» ABOUT THIS TASK
Your answer should consist of every line from the records that holds the string "paths".

/---

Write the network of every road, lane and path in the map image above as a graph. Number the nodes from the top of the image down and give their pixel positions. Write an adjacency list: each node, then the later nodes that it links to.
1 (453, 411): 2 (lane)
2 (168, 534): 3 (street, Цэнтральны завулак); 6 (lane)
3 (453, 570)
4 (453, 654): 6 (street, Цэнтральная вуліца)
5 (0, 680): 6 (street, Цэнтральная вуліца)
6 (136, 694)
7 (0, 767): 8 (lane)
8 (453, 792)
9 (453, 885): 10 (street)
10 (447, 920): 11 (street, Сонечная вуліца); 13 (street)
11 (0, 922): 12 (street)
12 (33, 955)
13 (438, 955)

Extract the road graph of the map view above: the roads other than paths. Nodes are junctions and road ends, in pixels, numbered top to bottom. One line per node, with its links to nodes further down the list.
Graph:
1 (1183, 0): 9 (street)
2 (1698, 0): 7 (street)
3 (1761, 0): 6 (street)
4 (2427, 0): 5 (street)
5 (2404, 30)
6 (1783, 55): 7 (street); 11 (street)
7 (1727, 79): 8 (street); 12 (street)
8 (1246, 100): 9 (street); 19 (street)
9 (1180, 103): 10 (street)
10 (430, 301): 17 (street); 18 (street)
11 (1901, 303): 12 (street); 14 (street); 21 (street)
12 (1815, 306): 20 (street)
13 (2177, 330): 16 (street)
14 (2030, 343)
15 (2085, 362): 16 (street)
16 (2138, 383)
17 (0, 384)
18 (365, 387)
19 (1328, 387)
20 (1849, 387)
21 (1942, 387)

\---
/---

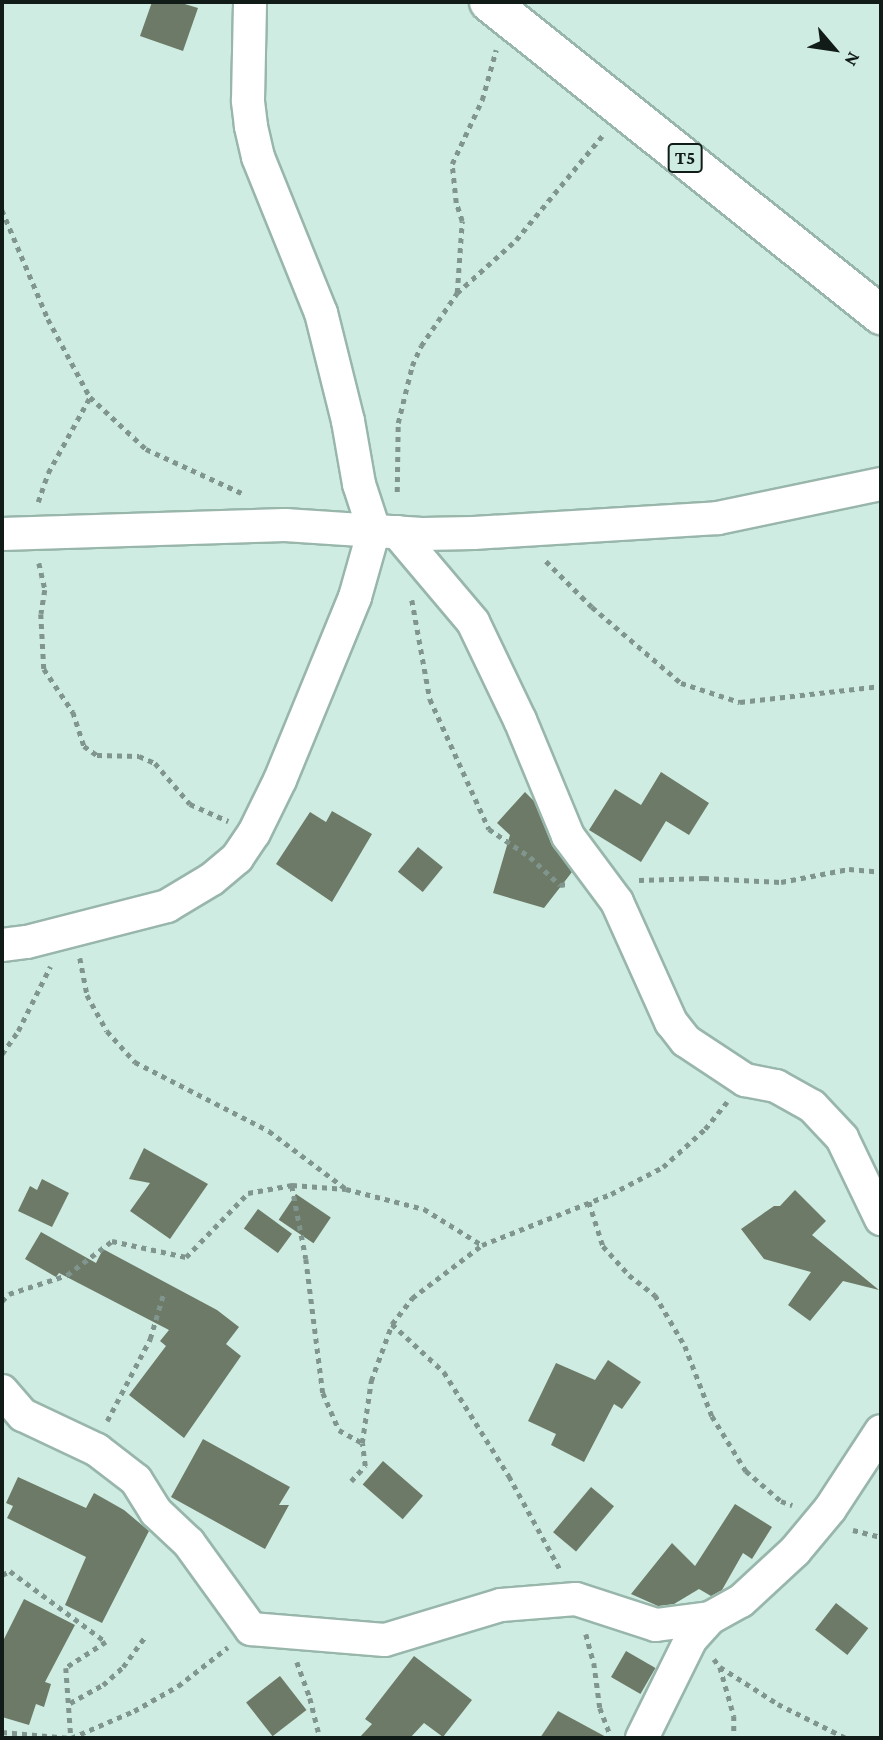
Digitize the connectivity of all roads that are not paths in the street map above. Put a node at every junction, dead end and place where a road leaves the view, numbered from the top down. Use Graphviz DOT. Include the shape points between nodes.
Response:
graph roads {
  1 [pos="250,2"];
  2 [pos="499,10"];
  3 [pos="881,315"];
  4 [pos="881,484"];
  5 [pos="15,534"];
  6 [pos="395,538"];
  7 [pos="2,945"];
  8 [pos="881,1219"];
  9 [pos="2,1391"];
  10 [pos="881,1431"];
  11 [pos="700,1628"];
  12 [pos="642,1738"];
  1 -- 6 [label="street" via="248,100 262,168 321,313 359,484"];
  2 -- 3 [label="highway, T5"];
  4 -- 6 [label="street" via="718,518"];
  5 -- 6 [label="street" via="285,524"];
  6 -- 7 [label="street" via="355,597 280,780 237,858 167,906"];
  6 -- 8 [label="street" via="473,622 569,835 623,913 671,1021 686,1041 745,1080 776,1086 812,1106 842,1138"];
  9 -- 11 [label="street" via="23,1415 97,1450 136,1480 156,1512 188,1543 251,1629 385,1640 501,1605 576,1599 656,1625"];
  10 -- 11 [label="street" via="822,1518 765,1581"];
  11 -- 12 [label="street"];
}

\---

» EXPECTED ANSWER
Extract the road graph of the map view above: the roads other than paths. Nodes are junctions and road ends, in pixels, numbered top to bottom. One line per node, with its links to nodes further down the list.
Digitize the connectivity of all roads that are not paths in the street map above. Put a node at every junction, dead end and place where a road leaves the view, numbered from the top down. Use Graphviz DOT. Include the shape points between nodes.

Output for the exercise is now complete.